Your goal
In the entries that follow, find the line containing "ring tip: (1030, 593)" and the line containing "pinky pip: (269, 222)", then retype exactly the lines from the first through the second, pictures excluded.

------ Supplied data

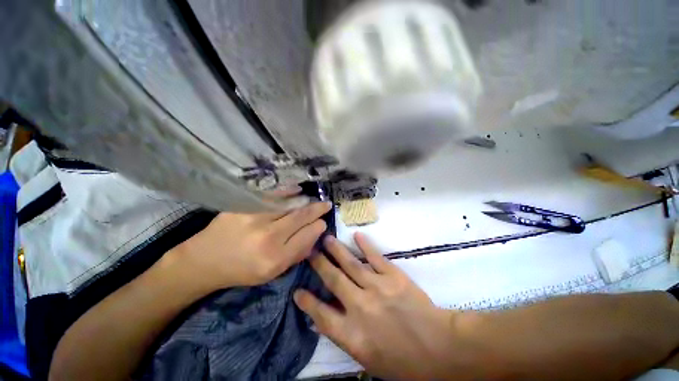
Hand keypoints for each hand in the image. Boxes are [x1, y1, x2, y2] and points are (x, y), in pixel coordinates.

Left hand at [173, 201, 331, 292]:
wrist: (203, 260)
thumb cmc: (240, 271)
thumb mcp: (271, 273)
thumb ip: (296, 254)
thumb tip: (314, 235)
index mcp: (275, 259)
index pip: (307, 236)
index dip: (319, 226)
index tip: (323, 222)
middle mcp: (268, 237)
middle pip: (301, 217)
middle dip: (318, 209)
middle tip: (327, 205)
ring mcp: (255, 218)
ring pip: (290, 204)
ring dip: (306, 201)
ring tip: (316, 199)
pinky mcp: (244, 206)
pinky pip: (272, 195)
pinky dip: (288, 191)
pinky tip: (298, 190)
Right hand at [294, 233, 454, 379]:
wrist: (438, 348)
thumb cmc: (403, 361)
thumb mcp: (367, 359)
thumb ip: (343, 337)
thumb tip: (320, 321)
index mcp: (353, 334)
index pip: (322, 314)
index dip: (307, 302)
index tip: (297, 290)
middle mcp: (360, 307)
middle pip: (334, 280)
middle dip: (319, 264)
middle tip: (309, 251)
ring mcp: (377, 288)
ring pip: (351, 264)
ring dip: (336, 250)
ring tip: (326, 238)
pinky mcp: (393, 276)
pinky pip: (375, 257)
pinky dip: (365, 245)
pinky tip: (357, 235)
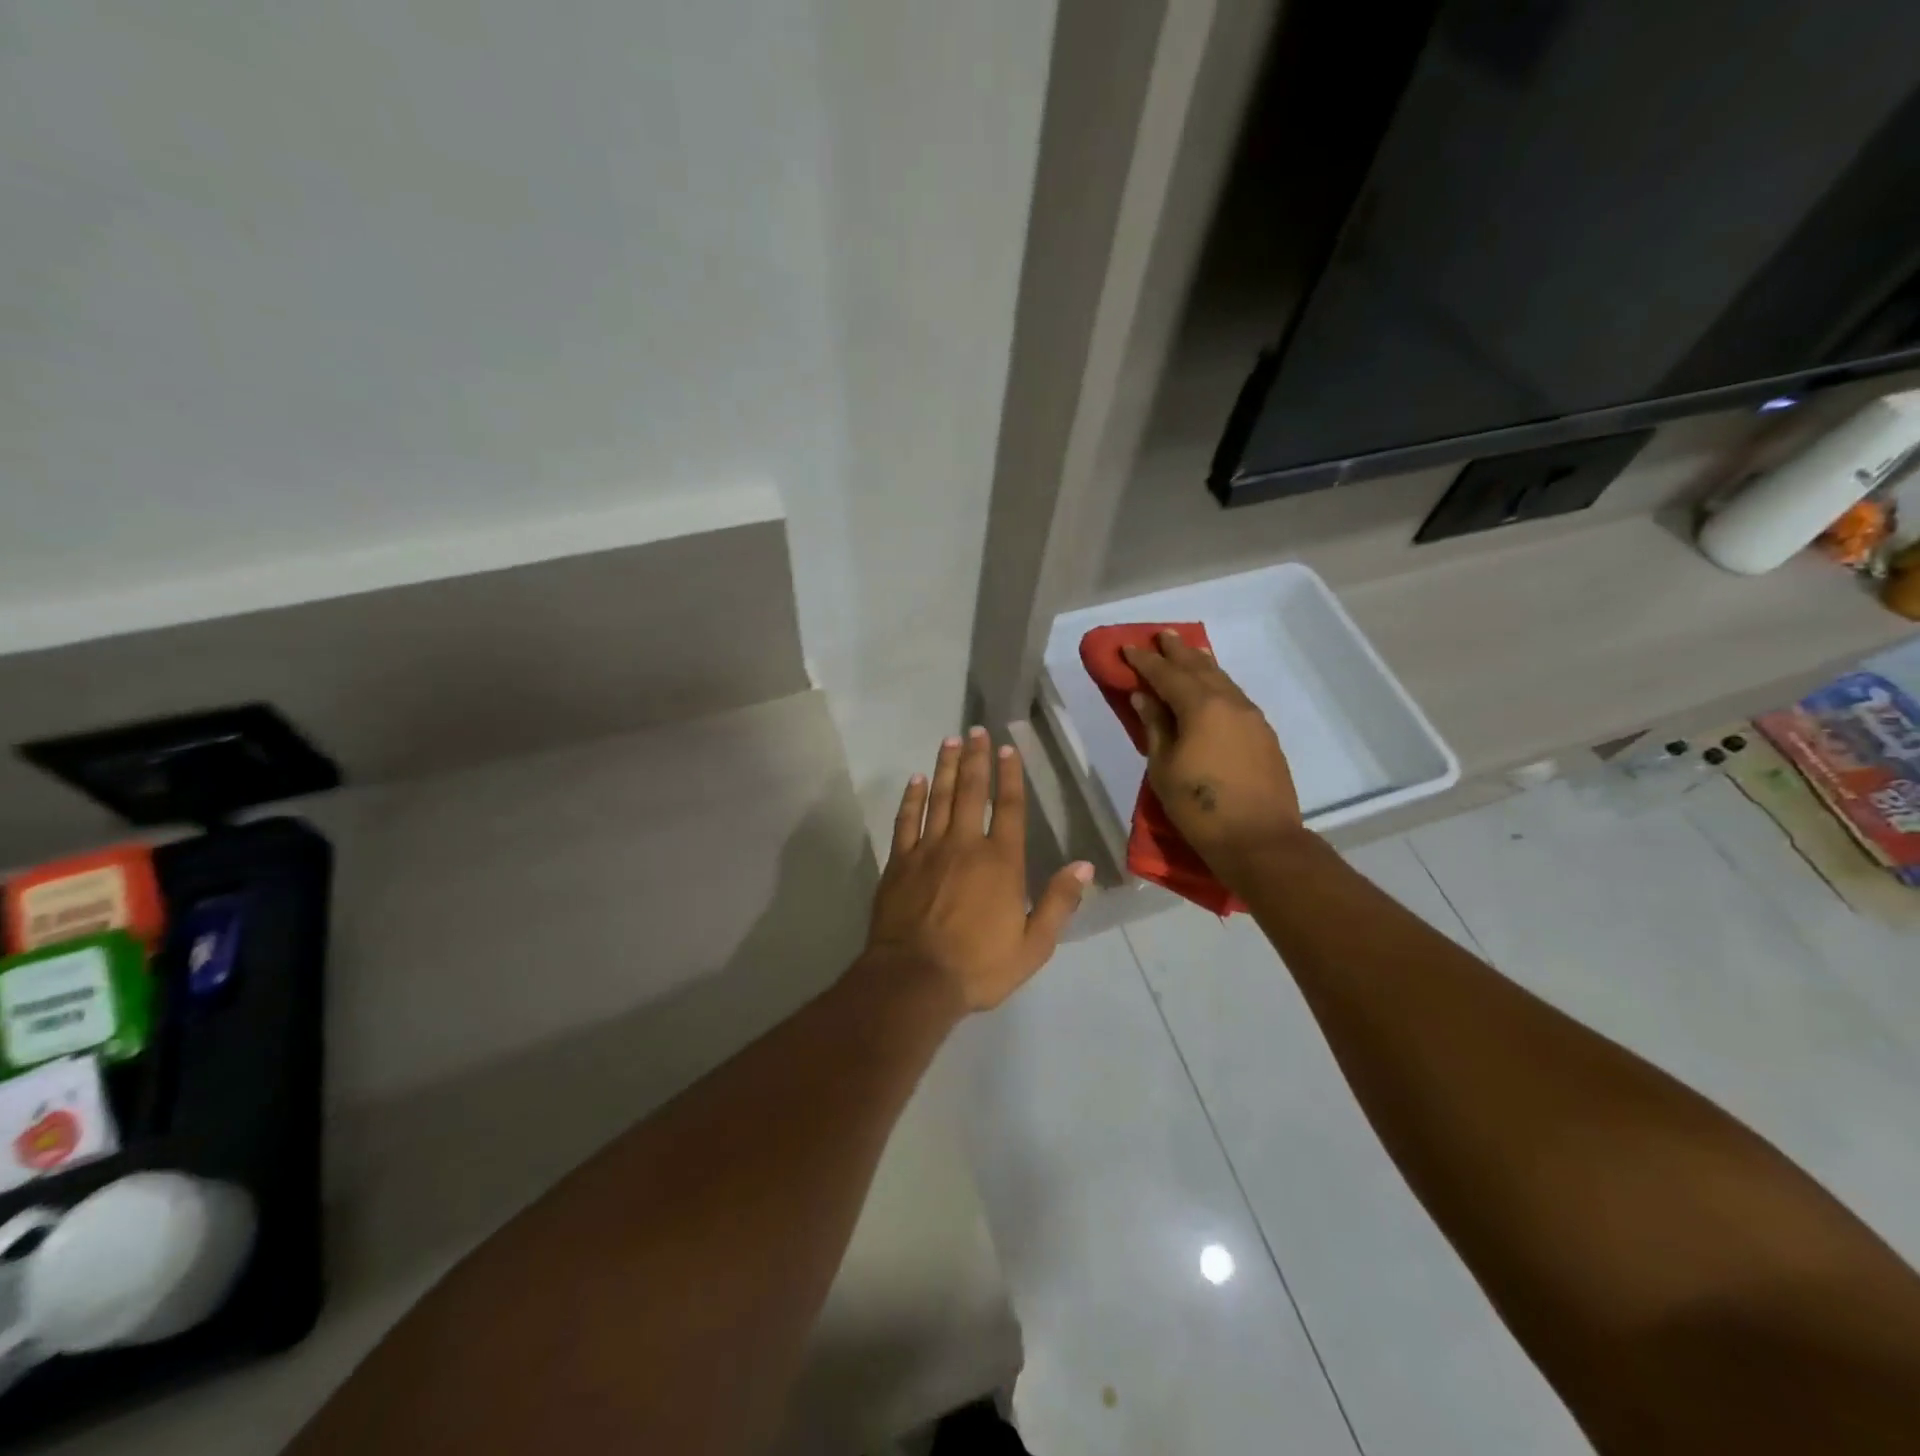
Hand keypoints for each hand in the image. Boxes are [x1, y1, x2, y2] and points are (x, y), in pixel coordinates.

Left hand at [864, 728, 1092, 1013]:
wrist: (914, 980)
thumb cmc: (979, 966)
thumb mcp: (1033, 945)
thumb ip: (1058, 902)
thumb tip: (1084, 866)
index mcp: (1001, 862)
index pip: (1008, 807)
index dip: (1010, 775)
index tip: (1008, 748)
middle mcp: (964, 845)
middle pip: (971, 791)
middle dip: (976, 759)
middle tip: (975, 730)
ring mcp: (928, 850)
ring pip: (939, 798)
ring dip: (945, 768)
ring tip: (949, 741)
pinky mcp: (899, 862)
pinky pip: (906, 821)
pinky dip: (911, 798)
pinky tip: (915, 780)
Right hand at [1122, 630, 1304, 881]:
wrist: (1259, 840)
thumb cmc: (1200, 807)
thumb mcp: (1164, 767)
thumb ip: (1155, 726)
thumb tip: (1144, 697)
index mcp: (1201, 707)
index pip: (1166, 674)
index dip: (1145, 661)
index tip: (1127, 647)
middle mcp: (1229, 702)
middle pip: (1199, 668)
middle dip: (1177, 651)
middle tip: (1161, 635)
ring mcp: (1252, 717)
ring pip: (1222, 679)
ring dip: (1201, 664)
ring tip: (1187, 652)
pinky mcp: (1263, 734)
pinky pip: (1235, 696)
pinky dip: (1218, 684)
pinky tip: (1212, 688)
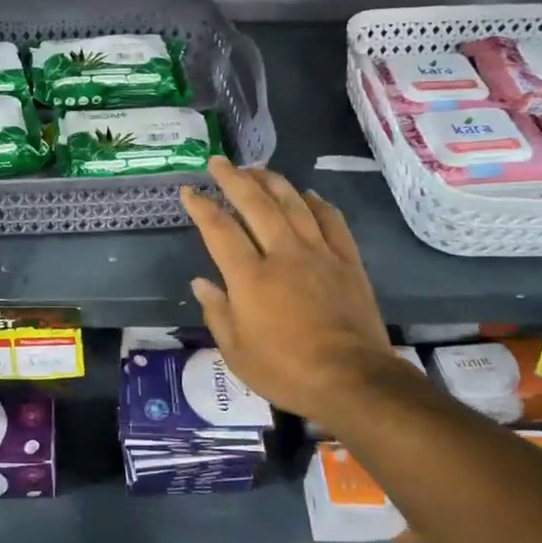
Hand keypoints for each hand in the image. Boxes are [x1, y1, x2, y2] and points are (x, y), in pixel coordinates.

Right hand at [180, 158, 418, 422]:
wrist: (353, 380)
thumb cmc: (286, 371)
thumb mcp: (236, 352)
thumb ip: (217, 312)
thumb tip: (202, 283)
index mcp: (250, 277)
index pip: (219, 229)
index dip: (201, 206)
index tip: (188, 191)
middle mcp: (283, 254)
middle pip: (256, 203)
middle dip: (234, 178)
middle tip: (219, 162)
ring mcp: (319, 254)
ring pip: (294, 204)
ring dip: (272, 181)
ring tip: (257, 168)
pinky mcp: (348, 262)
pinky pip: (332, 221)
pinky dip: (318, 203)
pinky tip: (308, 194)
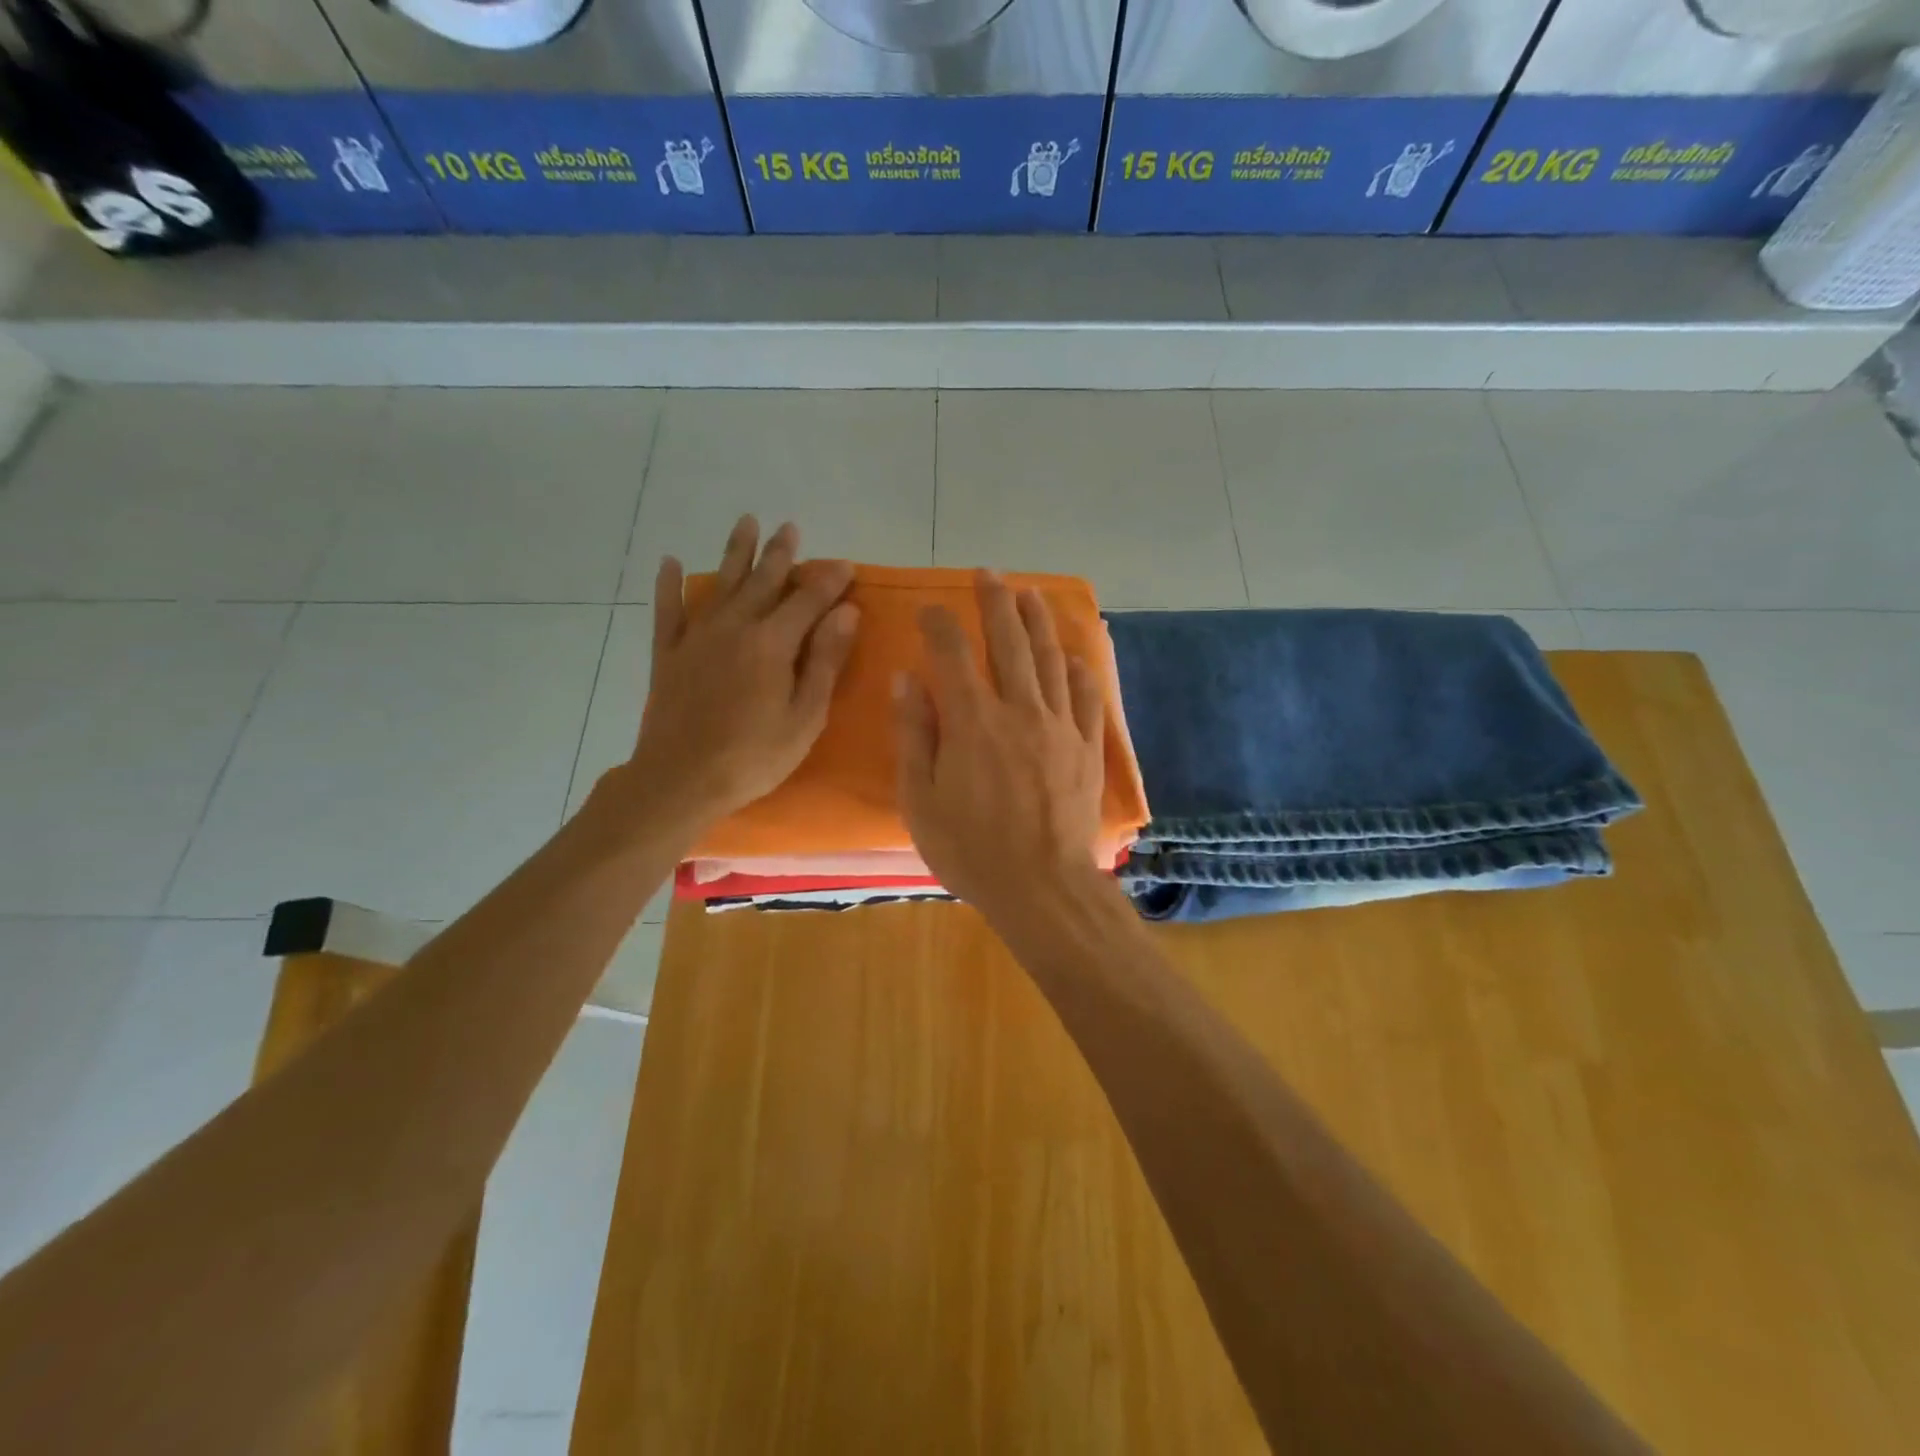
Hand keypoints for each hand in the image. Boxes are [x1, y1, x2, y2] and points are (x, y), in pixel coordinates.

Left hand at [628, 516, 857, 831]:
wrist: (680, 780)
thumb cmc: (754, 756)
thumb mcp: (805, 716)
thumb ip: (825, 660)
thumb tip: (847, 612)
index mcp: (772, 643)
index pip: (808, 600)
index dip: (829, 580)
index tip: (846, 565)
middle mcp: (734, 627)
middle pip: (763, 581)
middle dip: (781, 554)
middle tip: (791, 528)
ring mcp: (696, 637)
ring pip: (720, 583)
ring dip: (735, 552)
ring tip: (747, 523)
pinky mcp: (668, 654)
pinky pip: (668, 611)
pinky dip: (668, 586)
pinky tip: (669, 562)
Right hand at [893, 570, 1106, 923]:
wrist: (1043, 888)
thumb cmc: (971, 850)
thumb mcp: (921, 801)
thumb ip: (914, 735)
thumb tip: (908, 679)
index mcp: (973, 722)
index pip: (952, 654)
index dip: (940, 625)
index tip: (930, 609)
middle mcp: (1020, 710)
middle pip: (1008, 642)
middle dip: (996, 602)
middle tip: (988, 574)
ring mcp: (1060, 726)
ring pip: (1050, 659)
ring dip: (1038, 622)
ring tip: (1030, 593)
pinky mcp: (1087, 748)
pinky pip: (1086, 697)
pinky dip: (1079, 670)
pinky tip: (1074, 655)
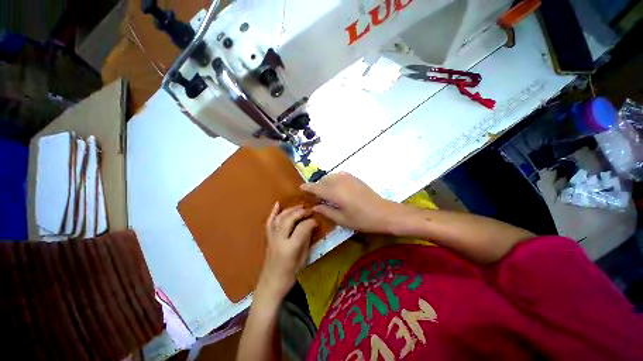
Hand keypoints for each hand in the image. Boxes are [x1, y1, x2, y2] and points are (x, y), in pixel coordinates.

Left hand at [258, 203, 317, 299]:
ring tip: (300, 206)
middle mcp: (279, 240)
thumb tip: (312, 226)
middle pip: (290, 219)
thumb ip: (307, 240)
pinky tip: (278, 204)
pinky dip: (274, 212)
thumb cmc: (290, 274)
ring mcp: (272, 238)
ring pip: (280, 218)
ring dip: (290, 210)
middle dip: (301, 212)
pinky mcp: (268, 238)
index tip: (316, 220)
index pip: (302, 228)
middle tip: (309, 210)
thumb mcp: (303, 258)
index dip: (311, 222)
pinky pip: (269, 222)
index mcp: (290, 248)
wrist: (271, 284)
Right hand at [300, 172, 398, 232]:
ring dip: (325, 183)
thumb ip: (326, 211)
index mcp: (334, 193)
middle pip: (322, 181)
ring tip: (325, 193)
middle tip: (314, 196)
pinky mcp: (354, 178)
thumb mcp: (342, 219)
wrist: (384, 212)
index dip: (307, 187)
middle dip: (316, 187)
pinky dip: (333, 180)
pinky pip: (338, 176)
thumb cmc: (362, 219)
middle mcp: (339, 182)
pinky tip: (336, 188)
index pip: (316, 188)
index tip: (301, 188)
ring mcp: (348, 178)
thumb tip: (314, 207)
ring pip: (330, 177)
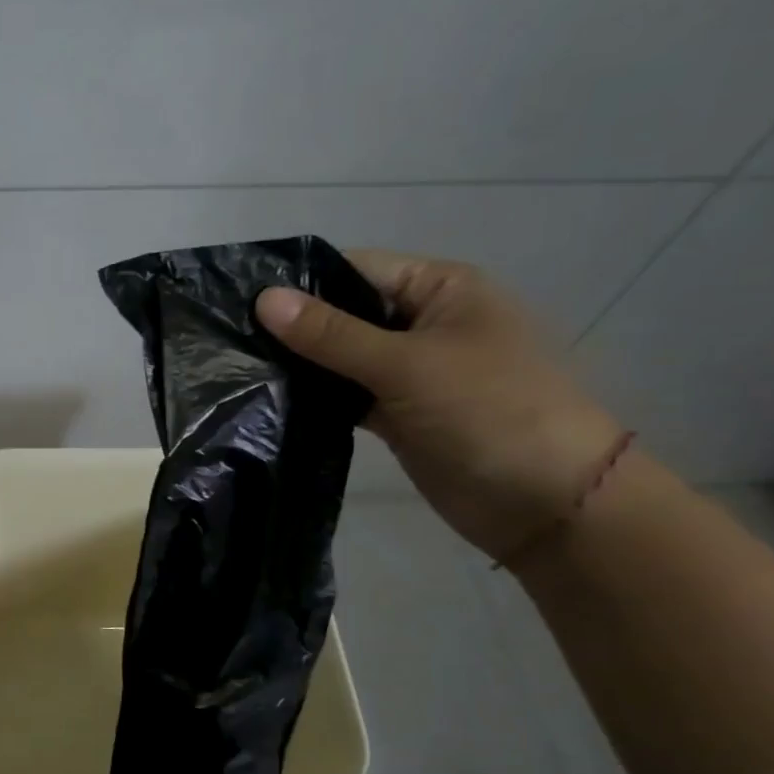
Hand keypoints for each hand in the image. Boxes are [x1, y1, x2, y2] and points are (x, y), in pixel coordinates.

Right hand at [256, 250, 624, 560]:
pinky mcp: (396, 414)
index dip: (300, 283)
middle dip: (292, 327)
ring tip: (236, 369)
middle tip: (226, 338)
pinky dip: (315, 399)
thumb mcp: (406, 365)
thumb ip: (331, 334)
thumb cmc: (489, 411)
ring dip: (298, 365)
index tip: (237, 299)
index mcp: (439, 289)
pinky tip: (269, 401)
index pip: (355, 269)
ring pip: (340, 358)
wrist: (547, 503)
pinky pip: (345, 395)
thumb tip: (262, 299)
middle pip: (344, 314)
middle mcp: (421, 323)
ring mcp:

------------

Completed task
ring tip: (1030, 593)
pinky mcp: (1087, 748)
pinky pip: (1086, 697)
pinky dip: (1079, 670)
pinky tip: (1074, 655)
Hand keypoints for each hand in the image. Boxes are [x1, y1, x2, y2] and points are (x, y), in pixel coordinates.

Left hand at [258, 203, 317, 299]:
ring tip: (300, 206)
middle mcp: (279, 240)
thumb tip: (312, 226)
middle pip: (290, 219)
thumb ip: (307, 240)
pinky tip: (278, 204)
pinky dip: (274, 212)
thumb cmc: (290, 274)
ring mcp: (272, 238)
ring pip: (280, 218)
ring dip: (290, 210)
middle dip: (301, 212)
pinky mcp: (268, 238)
index tip: (316, 220)
index pip: (302, 228)
middle tip: (309, 210)
thumb mcp: (303, 258)
index dip: (311, 222)
pinky pip: (269, 222)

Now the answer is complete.